I'm not saying this would help the local economy at all, but I've often thought (usually while searching for a place far enough
up stream in which to fish) that the state Legislature should call for an expensive but mandatory 3-week safety course for a license to "tube" inside the park; tubing and lawn chair sitting in the middle of a stream. What is that phenomenon, anyway?
"I've got a lawn chair and a cooler and I know just the stream I'm going to occupy for the weekend"

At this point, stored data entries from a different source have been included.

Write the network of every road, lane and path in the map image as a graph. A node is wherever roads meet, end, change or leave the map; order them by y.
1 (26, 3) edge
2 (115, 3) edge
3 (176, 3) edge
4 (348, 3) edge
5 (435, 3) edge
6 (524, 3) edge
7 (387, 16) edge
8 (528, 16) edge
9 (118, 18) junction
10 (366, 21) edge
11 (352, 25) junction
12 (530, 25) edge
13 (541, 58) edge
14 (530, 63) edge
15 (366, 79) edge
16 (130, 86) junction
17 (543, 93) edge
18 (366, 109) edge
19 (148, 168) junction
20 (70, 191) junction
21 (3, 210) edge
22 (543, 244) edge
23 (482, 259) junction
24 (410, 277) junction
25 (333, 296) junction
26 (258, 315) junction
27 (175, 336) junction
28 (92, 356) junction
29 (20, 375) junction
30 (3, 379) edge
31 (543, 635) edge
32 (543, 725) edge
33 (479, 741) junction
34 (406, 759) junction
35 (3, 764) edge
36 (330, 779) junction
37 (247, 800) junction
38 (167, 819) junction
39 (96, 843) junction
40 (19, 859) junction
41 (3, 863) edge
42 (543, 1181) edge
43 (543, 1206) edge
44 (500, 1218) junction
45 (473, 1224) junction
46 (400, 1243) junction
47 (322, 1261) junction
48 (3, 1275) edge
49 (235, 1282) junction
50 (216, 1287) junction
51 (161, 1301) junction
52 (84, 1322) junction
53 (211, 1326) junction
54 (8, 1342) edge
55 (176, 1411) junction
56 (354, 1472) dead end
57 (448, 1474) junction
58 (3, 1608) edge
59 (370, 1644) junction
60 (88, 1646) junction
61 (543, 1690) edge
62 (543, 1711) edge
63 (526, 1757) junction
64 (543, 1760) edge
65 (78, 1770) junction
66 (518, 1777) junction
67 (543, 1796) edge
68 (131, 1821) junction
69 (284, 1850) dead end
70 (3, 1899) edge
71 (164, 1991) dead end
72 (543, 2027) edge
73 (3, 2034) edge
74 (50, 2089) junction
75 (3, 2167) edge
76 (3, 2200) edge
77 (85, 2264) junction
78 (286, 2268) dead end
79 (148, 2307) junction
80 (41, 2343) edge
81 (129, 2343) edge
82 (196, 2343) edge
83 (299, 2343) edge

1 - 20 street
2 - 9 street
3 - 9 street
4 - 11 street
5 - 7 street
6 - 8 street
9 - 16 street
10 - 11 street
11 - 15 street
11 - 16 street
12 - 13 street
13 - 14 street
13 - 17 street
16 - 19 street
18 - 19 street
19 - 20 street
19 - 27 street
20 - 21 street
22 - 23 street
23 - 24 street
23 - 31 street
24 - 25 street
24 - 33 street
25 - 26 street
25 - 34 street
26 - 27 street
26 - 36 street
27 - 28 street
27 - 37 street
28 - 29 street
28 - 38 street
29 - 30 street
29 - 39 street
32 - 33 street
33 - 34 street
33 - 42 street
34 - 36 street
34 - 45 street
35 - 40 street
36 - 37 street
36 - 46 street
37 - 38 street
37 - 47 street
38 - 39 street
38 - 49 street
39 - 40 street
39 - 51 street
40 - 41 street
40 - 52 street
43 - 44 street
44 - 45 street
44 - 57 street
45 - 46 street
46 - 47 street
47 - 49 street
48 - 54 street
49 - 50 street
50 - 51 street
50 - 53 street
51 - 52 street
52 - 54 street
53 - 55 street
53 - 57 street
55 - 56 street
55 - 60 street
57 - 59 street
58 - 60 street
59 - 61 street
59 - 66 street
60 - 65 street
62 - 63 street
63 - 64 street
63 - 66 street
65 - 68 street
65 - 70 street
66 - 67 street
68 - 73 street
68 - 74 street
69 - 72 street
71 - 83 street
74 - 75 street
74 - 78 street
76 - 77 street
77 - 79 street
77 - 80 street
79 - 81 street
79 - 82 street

I say these horrible things "tongue n' cheek," of course, and understand that the park should be enjoyed by all walks of humanity, *but in my own selfish manner, I pretend to justify the tubing license this way:
We now pay $46 annually for the priviledge to engage in a harmless outdoor activity called catch and release fishing....So, one license for a harmless outdoor activity deserves another, then again, how much of the park's resources are spent rescuing Fly fishers from the park each year?
Knoxville News Sentinel
By MORGAN SIMMONS, firstname.lastname@example.org
July 10, 2005
Bob Miller, spokesman for Great Smoky Mountains National Park, said the park rescues a fair number of tubers a year, and that foot injuries are the most common type.
"Tubing has the potential to take someone from knee-deep water to 20 feet of water in only a few feet," Miller said. "Like any form of water recreation, it comes with its own hazards."